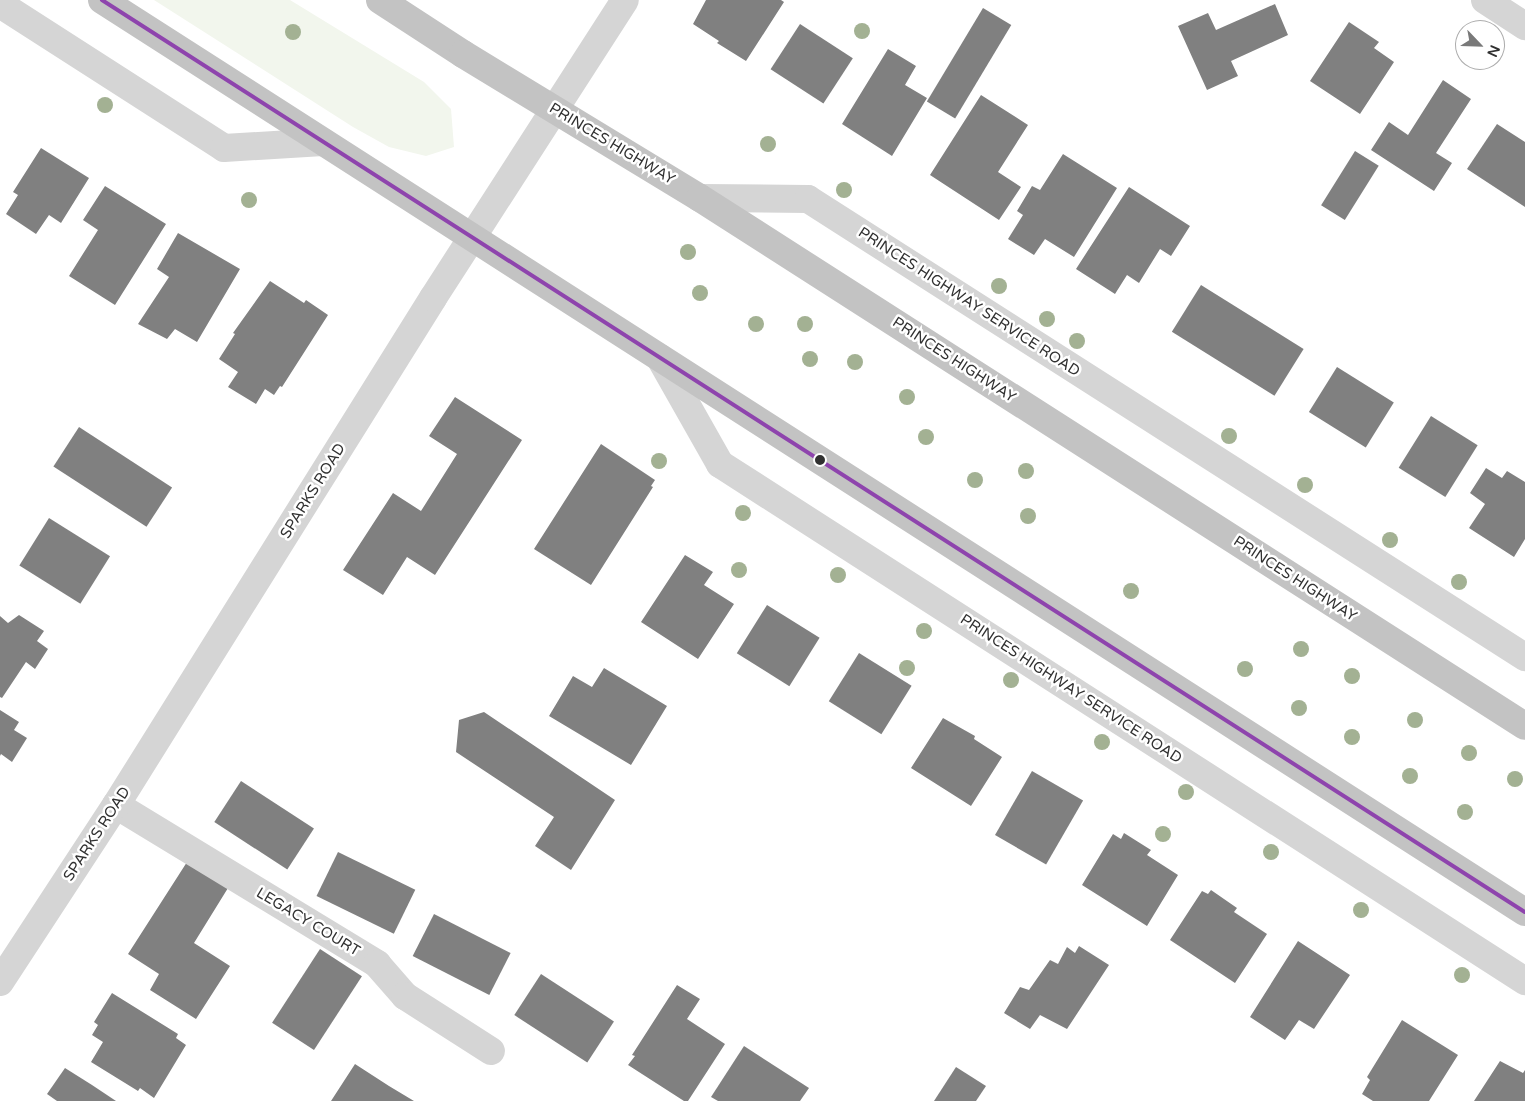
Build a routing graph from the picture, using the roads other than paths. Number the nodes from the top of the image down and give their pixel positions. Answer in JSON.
{"nodes":[{"id":1,"x":102,"y":0,"type":"edge"},
{"id":2,"x":380,"y":0,"type":"edge"},
{"id":3,"x":625,"y":0,"type":"edge"},
{"id":4,"x":1485,"y":0,"type":"edge"},
{"id":5,"x":0,"y":4,"type":"edge"},
{"id":6,"x":1525,"y":26,"type":"edge"},
{"id":7,"x":554,"y":110,"type":"junction"},
{"id":8,"x":323,"y":142,"type":"junction"},
{"id":9,"x":700,"y":198,"type":"junction"},
{"id":10,"x":473,"y":236,"type":"junction"},
{"id":11,"x":660,"y":358,"type":"junction"},
{"id":12,"x":1525,"y":657,"type":"edge"},
{"id":13,"x":1525,"y":726,"type":"edge"},
{"id":14,"x":116,"y":805,"type":"junction"},
{"id":15,"x":1525,"y":912,"type":"edge"},
{"id":16,"x":1525,"y":981,"type":"edge"},
{"id":17,"x":0,"y":982,"type":"edge"},
{"id":18,"x":491,"y":1051,"type":"dead end"}],
"edges":[{"from":1,"to":8,"type":"highway"},
{"from":2,"to":7,"type":"highway","name":"PRINCES HIGHWAY"},
{"from":3,"to":7,"type":"street","name":"SPARKS ROAD"},
{"from":4,"to":6,"type":"street"},
{"from":5,"to":8,"type":"street"},
{"from":7,"to":9,"type":"highway","name":"PRINCES HIGHWAY"},
{"from":7,"to":10,"type":"street","name":"SPARKS ROAD"},
{"from":8,"to":10,"type":"highway"},
{"from":9,"to":12,"type":"street","name":"PRINCES HIGHWAY SERVICE ROAD"},
{"from":9,"to":13,"type":"highway","name":"PRINCES HIGHWAY"},
{"from":10,"to":11,"type":"highway"},
{"from":10,"to":14,"type":"street","name":"SPARKS ROAD"},
{"from":11,"to":15,"type":"highway"},
{"from":11,"to":16,"type":"street","name":"PRINCES HIGHWAY SERVICE ROAD"},
{"from":14,"to":17,"type":"street","name":"SPARKS ROAD"},
{"from":14,"to":18,"type":"street","name":"LEGACY COURT"}]}
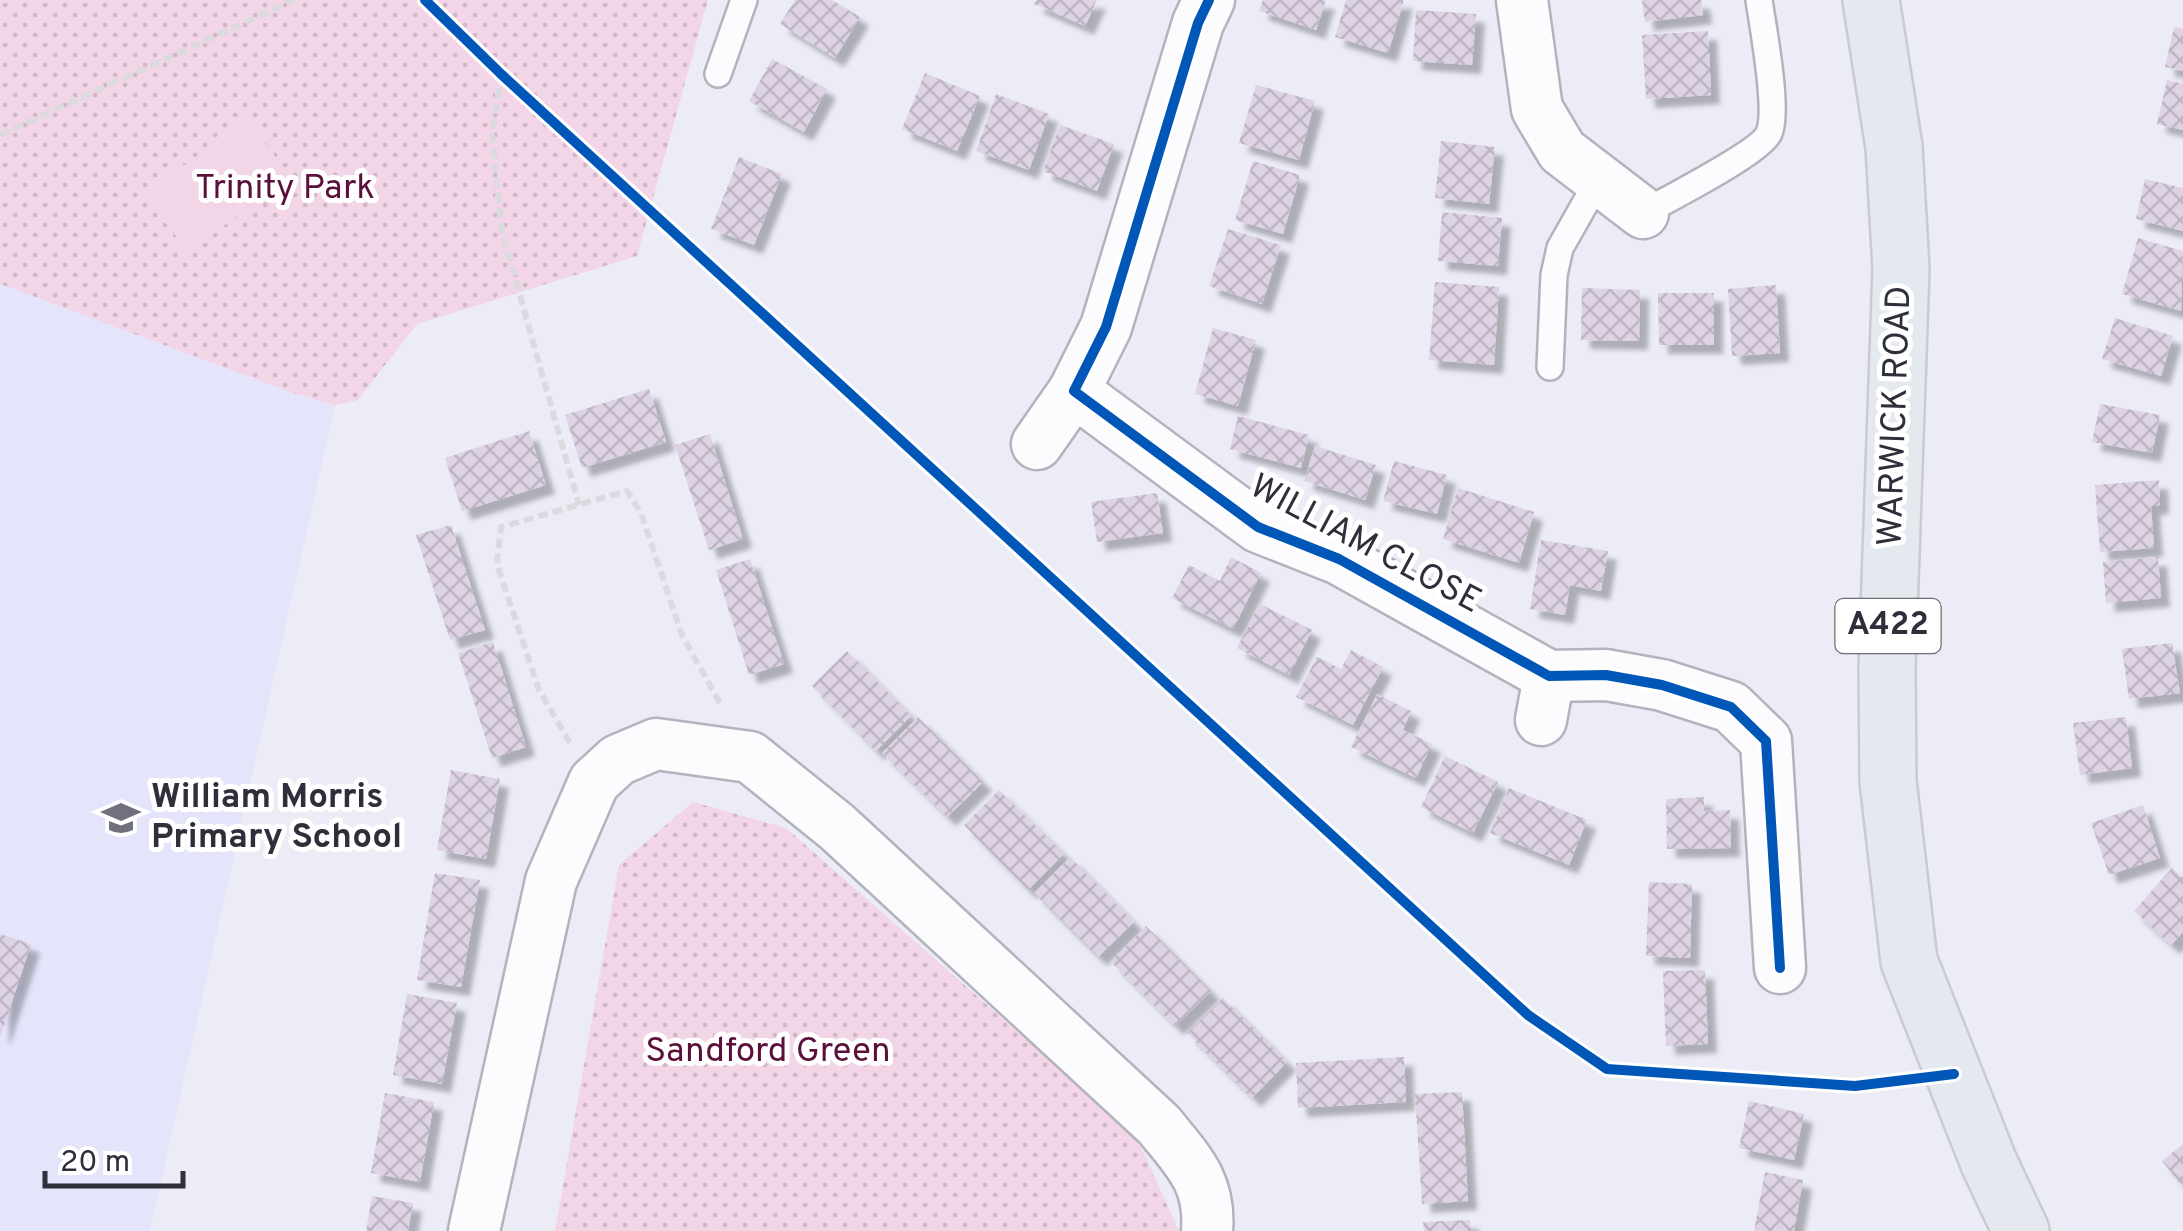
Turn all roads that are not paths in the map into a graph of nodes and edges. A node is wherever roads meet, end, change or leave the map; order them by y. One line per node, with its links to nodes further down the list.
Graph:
1 (744, 0): 6 (lane)
2 (1210, 0): 10 (street)
3 (1522, 0): 7 (street)
4 (1759, 0): 8 (lane)
5 (1870, 0): 15 (main road, WARWICK ROAD / A422)
6 (718, 74)
7 (1599, 179): 8 (street); 9 (lane)
8 (1644, 213)
9 (1550, 367)
10 (1074, 391): 11 (street); 12 (street, WILLIAM CLOSE)
11 (1037, 444)
12 (1780, 968)
13 (474, 1231): 14 (street)
14 (1207, 1231)
15 (2021, 1231)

+--

The answer should consist only of the lines from the one with "Turn all roads" to the final line of the records above, retyped word for word.

Turn all roads that are not paths in the map into a graph of nodes and edges. A node is wherever roads meet, end, change or leave the map; order them by y. One line per node, with its links to nodes further down the list.
Graph:
1 (744, 0): 6 (lane)
2 (1210, 0): 10 (street)
3 (1522, 0): 7 (street)
4 (1759, 0): 8 (lane)
5 (1870, 0): 15 (main road, WARWICK ROAD / A422)
6 (718, 74)
7 (1599, 179): 8 (street); 9 (lane)
8 (1644, 213)
9 (1550, 367)
10 (1074, 391): 11 (street); 12 (street, WILLIAM CLOSE)
11 (1037, 444)
12 (1780, 968)
13 (474, 1231): 14 (street)
14 (1207, 1231)
15 (2021, 1231)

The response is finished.